►

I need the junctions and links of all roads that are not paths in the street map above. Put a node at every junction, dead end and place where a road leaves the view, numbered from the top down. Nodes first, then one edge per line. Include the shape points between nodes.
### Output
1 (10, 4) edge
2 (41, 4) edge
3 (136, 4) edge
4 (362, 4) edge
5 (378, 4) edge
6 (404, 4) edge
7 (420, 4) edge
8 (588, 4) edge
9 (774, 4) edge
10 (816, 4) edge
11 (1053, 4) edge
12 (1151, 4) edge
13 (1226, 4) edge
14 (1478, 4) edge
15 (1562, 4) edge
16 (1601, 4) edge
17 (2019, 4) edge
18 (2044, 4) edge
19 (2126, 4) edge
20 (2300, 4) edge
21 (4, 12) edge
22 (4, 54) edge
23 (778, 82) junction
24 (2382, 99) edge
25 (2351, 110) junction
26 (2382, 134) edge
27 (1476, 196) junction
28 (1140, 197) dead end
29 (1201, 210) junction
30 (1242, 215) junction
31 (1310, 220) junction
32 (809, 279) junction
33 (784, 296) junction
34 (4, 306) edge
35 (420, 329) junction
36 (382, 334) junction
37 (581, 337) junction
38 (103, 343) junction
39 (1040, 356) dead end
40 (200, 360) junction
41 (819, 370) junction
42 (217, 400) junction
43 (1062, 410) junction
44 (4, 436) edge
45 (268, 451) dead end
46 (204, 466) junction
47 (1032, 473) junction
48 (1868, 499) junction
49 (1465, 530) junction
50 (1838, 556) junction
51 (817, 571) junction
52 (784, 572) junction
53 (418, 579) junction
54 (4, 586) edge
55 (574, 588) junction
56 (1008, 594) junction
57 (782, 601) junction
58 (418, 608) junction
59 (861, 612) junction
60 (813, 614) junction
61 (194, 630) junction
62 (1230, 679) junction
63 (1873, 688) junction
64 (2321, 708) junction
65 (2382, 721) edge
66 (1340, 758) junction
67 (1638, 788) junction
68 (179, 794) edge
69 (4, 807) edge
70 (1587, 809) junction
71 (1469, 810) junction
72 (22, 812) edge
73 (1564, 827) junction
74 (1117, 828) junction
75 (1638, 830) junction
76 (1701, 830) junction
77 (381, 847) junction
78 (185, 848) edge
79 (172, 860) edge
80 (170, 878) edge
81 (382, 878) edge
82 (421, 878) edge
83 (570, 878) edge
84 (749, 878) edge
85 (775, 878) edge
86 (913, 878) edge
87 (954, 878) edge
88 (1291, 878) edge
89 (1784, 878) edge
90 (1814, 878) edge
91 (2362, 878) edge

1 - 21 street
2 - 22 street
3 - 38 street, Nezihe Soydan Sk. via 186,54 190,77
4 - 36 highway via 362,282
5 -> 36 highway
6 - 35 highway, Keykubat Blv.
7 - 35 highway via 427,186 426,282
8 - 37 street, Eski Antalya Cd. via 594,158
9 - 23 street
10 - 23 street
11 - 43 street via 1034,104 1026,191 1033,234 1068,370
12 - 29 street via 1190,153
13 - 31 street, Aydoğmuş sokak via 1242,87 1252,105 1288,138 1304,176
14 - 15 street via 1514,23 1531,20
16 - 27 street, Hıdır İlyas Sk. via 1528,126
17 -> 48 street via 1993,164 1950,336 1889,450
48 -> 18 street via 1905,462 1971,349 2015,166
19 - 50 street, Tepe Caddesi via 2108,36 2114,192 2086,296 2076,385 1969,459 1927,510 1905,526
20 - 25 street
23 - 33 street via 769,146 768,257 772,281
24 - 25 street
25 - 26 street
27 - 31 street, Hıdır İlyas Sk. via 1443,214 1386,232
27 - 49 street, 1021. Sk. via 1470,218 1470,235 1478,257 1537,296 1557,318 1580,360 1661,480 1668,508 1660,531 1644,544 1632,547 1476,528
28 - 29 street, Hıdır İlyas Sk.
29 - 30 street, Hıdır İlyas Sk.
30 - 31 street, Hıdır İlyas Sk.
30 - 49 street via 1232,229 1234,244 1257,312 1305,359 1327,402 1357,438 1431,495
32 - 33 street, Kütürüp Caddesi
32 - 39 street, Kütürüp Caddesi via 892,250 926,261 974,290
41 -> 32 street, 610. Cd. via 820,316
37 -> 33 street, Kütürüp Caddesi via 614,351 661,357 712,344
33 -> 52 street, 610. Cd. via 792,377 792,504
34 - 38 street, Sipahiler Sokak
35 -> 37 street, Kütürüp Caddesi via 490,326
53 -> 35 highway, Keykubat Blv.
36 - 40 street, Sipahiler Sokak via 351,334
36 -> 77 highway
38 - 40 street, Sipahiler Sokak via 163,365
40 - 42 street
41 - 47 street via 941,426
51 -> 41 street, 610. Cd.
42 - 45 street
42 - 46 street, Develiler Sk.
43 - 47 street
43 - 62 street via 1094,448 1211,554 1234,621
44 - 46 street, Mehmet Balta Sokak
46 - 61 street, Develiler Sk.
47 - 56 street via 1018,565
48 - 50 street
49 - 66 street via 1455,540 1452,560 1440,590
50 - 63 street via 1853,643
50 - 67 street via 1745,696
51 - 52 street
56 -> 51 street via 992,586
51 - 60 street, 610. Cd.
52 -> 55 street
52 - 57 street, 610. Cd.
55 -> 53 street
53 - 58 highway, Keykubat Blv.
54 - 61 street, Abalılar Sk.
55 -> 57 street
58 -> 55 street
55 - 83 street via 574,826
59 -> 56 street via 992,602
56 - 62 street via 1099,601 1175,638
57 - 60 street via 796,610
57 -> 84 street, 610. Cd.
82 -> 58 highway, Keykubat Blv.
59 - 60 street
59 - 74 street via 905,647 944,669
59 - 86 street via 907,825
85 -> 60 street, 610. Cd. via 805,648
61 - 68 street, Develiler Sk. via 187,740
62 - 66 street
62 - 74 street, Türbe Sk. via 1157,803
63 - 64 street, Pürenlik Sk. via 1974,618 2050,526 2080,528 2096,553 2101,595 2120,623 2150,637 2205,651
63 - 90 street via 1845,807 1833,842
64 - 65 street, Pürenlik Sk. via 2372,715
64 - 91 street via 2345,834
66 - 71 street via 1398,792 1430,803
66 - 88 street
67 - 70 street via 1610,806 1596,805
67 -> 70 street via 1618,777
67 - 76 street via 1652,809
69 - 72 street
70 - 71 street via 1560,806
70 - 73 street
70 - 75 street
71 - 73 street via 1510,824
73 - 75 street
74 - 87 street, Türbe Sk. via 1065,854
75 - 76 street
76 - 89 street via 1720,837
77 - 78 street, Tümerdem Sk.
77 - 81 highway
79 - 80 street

◄

Problem details:
What lines in the entries contain "Türbe"? Report each one by copying it.

Your response:
62 - 74 street, Türbe Sk. via 1157,803
74 - 87 street, Türbe Sk. via 1065,854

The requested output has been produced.